An employee of a luosifen maker checks the status of the pickled bamboo shoots, which give a distinctive, tangy aroma to the dish, in Liuzhou, Guangxi Zhuang autonomous region, in June. [CAO YIMING/XINHUA]

Special labels

At least 56 companies in Liuzhou have been certified to use geographical indication labels as part of the increasing importance placed on protecting and promoting the luosifen economy, which has created more than 300,000 jobs, according to industry reports. Geographical indication labels indicate that a product has a specific geographical origin and possesses qualities or a reputation due to that origin.

Liuzhou exported 806.6 metric tons of luosifen packaged noodles from January to April this year-double that of the same period last year, according to Liuzhou customs. In 2021, exports of the product hit a record 52.56 million yuan-an increase of about 80 percent year-on-year, according to customs figures.

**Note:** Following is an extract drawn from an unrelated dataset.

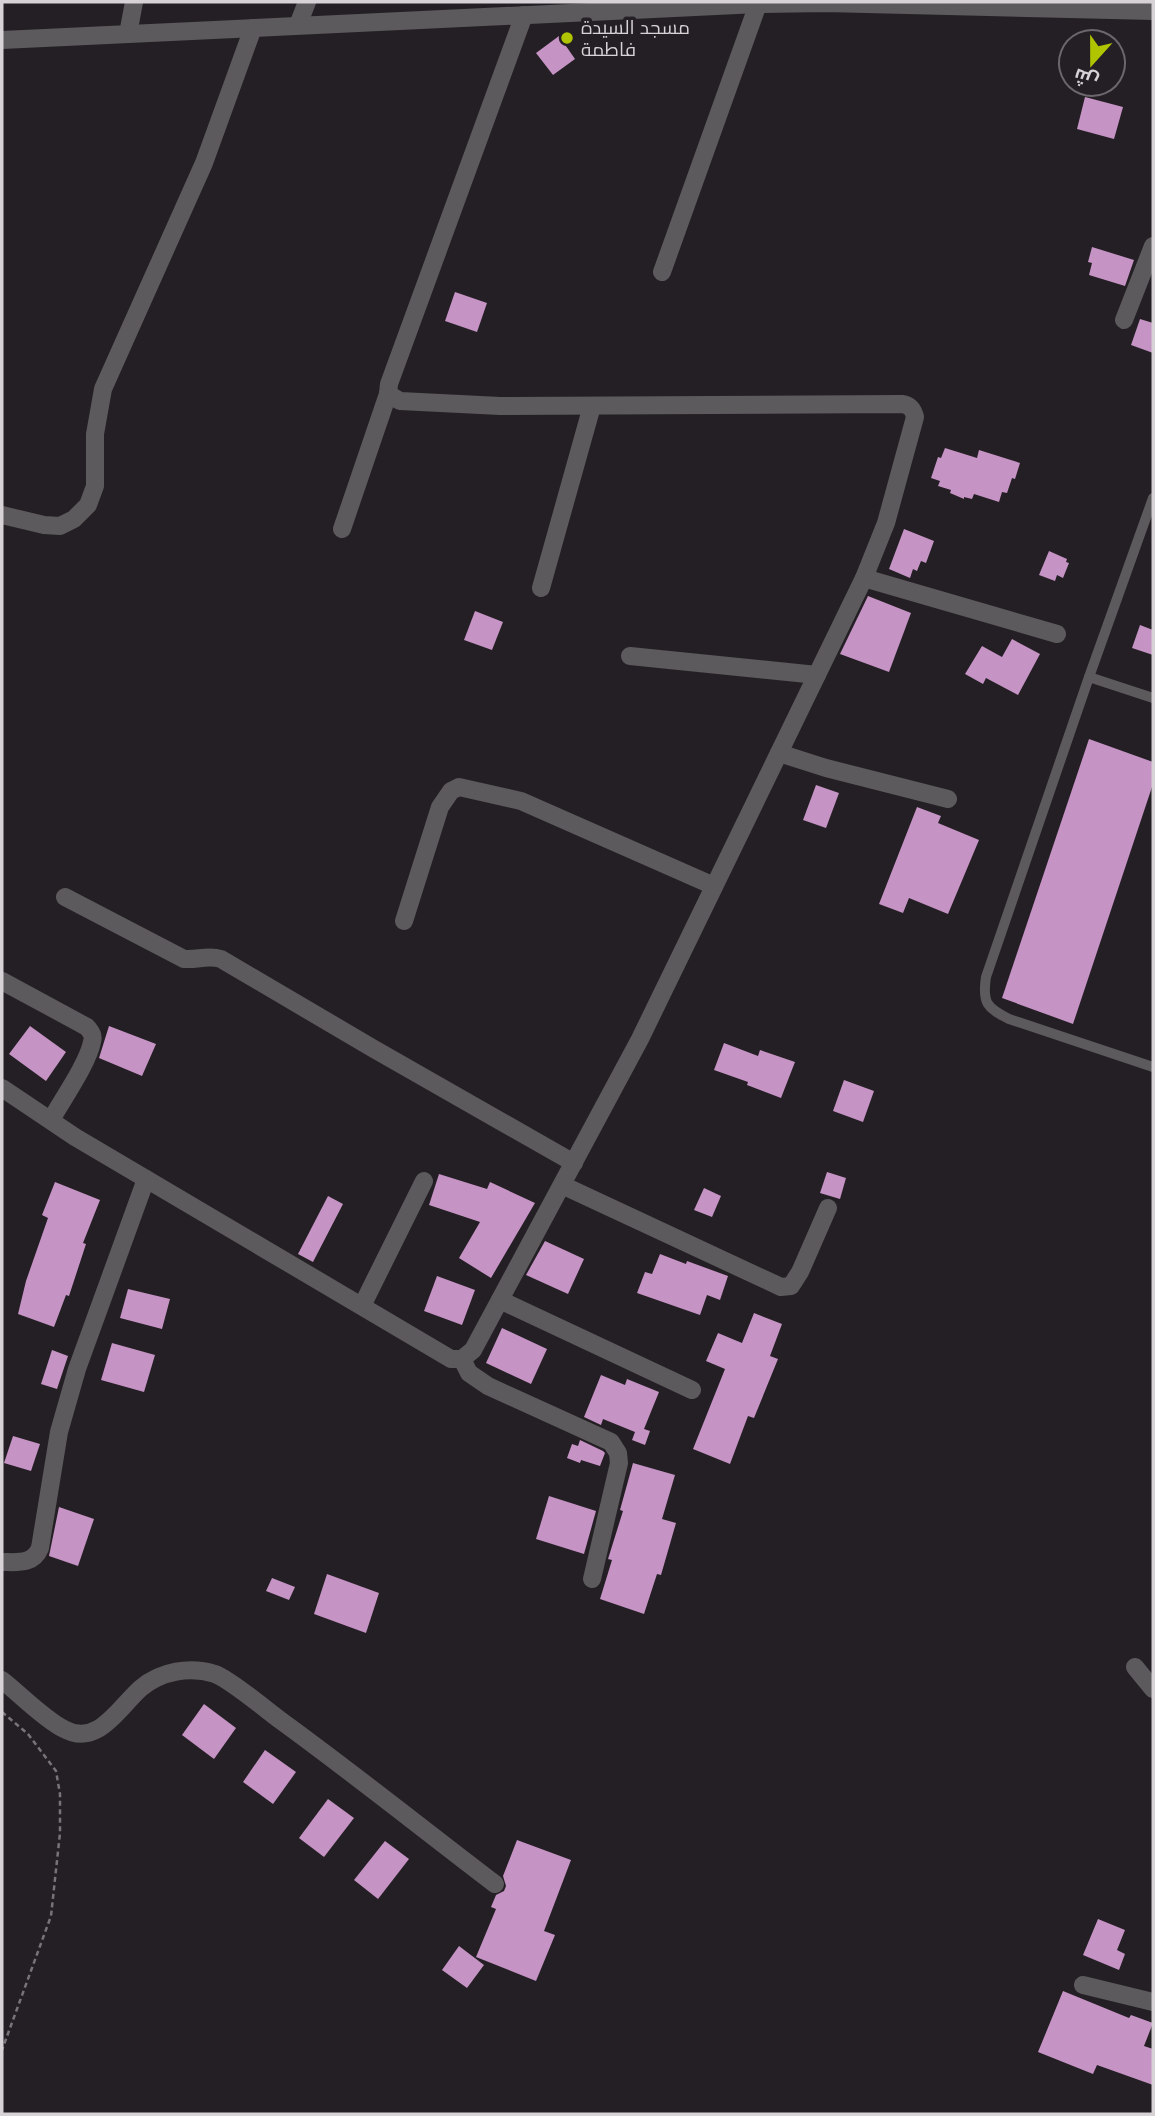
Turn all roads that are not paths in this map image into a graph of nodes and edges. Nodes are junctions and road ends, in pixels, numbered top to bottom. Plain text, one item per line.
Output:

In addition to traditional export markets such as the United States, Australia and some European countries, shipments of the ready-to-serve food were also sent to Singapore and New Zealand.

Many local farmers have also lifted themselves out of poverty through production of the rice noodles and other ingredients used in the product.

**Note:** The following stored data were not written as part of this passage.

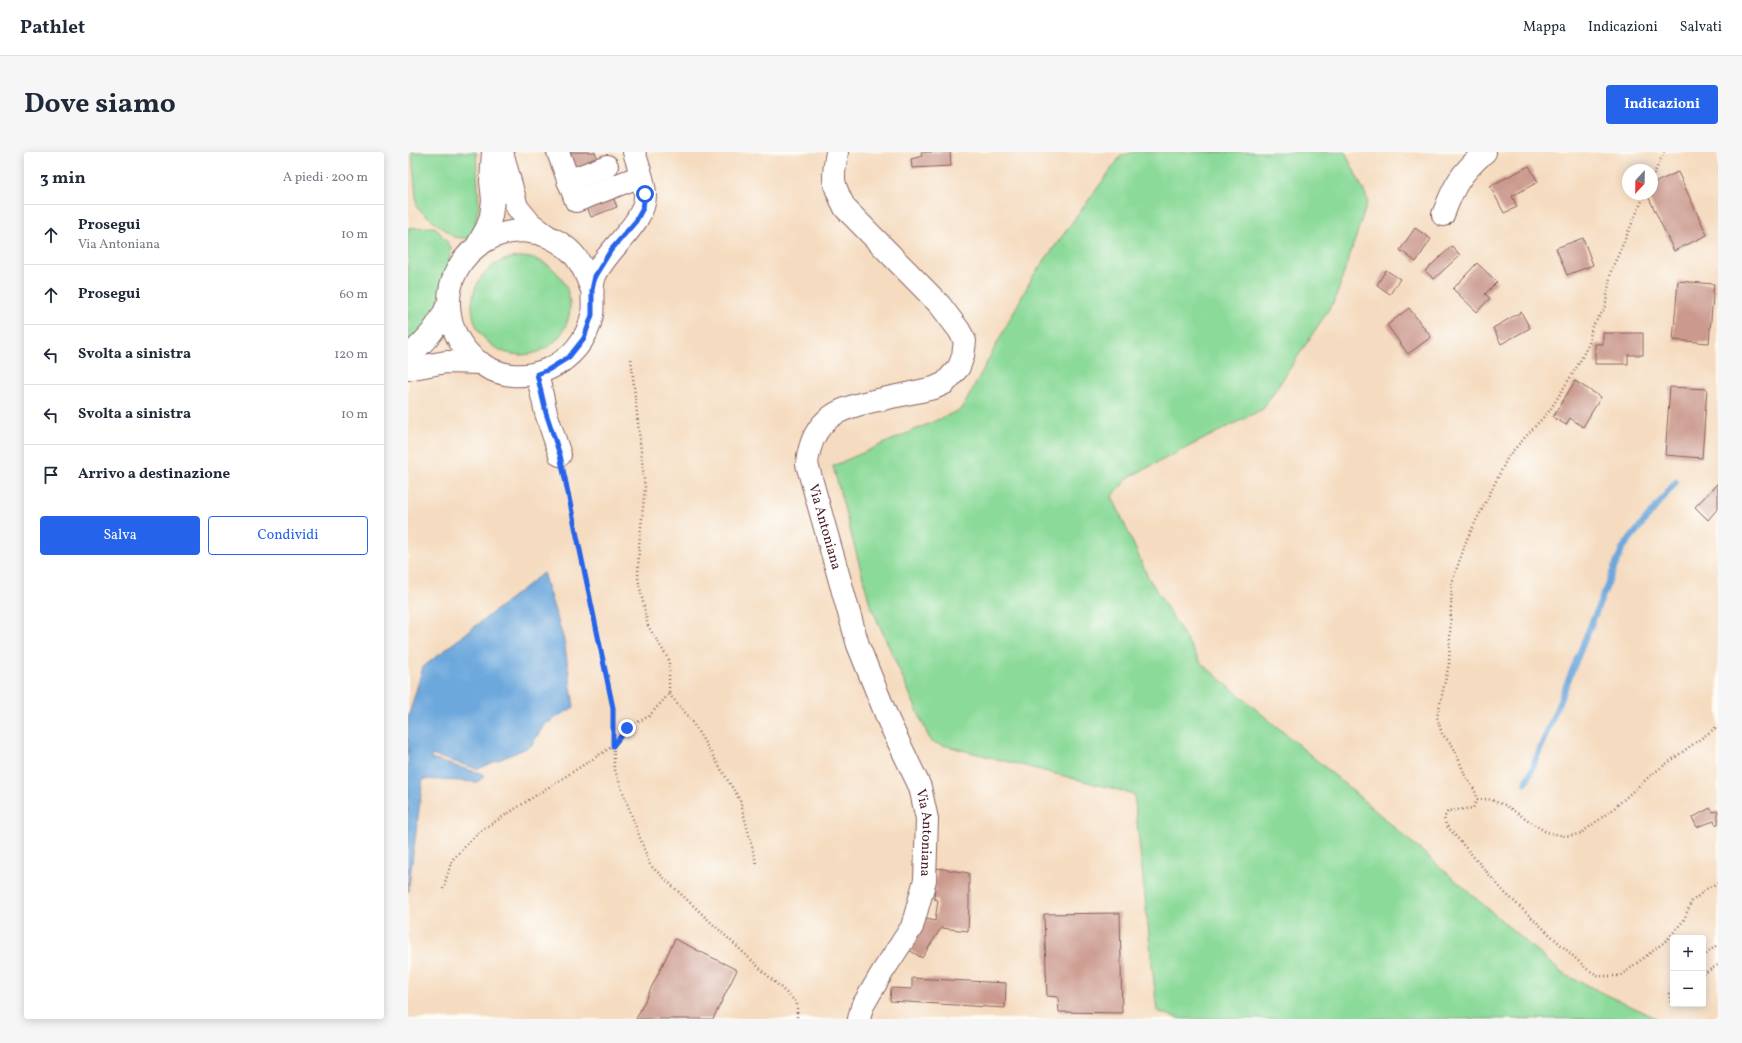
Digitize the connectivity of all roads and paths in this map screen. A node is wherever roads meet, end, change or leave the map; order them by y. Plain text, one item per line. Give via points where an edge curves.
1 (634, 152) edge
2 (836, 152) edge
3 (1485, 152) edge
4 (1664, 152) edge
5 (503, 155) edge
6 (1658, 165) edge
7 (608, 166) edge
8 (566, 167) edge
9 (640, 176) junction
10 (1642, 200) edge
11 (1443, 214) dead end
12 (627, 232) junction
13 (547, 236) junction
14 (478, 244) junction
15 (568, 249) junction
16 (592, 290) junction
17 (448, 304) junction
18 (408, 356) edge
19 (631, 358) dead end
20 (481, 363) junction
21 (408, 369) edge
22 (537, 374) junction
23 (560, 455) joint
24 (669, 694) junction
25 (1718, 726) edge
26 (613, 746) junction
27 (1477, 800) junction
28 (757, 866) dead end
29 (1718, 883) edge
30 (443, 889) dead end
31 (1718, 944) edge
32 (1706, 954) edge
33 (1718, 965) edge
34 (1706, 972) edge
35 (1670, 992) edge
36 (1670, 1003) edge
37 (797, 1019) edge
38 (860, 1019) edge

1 - 9 street
2 - 38 street, Via Antoniana via 832,175 835,189 846,208 940,305 965,341 962,361 945,383 934,388 841,410 820,427 808,453 807,464 858,645 889,722 920,787 927,819 925,880 912,927 862,1007
3 - 11 street via 1466,169 1453,188
4 - 6 path
5 - 13 street via 517,207 530,223
5 - 14 street via 491,181 491,216
7 - 8 street
7 - 8 street via 576,201
7 - 9 street
9 - 12 street via 645,194 643,208
10 - 27 path via 1611,271 1605,308 1592,327 1589,343 1550,410 1509,455 1468,538 1452,582 1449,664 1437,717 1442,734 1453,746
12 - 15 street via 616,241 602,247 587,250
12 - 16 street via 601,265
13 - 14 street via 524,230 499,234
13 - 15 street
14 - 17 street via 462,260 451,281
15 - 16 street via 584,268
16 - 22 street via 592,315 584,338 569,357
17 - 18 street via 433,333
17 - 20 street via 452,327 464,348
19 - 24 path via 644,488 638,578 648,626 669,660
20 - 21 street via 446,362
20 - 22 street via 502,373
22 - 23 street
23 - 26 path via 613,708
24 - 26 path via 649,716 627,728
24 - 28 path via 689,717 740,800
25 - 27 path via 1651,775 1580,834 1565,836 1546,832 1505,805 1488,799
26 - 30 path via 478,832 452,860
26 - 37 path via 614,768 650,865 797,1003
27 - 29 path via 1473,808 1448,811 1444,818 1446,824 1505,893 1599,976 1620,976 1667,940 1684,920 1691,902
31 - 32 path
33 - 34 path
35 - 36 path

At the Lyubao vegetable farming cooperative in Dongquan township in the county of Liucheng, visitors are treated to the tangy aromas of bamboo shoots and other pickled ingredients wafting from large jars that are tended by bustling workers.

The community sells about 19,000 kilograms of cowpeas and bamboo shoots a day, bringing sales of more than 90,000 yuan, which adds to the incomes of more than 30 villagers and has lifted at least 23 people out of poverty, said Su Baoguang, the cooperative's chairman.

With the cooperative outgrowing its 5,000-square-meter production site, an investment group has decided to jointly fund an enterprise to provide a new facility, which is scheduled for completion next year, said Zhou Zhi, Party secretary of Dongquan township.

The village has a 10-hectare snail-breeding base, which can produce 185,000kg of snails a year, mostly used to supply the local luosifen sector, and brings in more than 1 million yuan in revenue, Zhou said.

The village's residents also stand to benefit further from convenient transportation links for the industry, Zhou said.

Similarly, in Liyong township of Liuzhou's Yufeng district, construction of a luosifen raw materials production site, which will cover nearly 13.3 hectares, is underway.

Hu Fan, Party secretary of Liyong, said that the site can harvest 1,500 kg of bamboo shoots and 1,250 kg of wild peppers from each farm plot.

"This year we cultivated 400,000 bamboo shoot seedlings and all were sold," Hu said.

Huang Yanzhi invested in a luosifen raw materials processing plant six years ago in Yufeng district.

"I didn't expect the sector to develop so quickly. Our products have been in short supply," he said.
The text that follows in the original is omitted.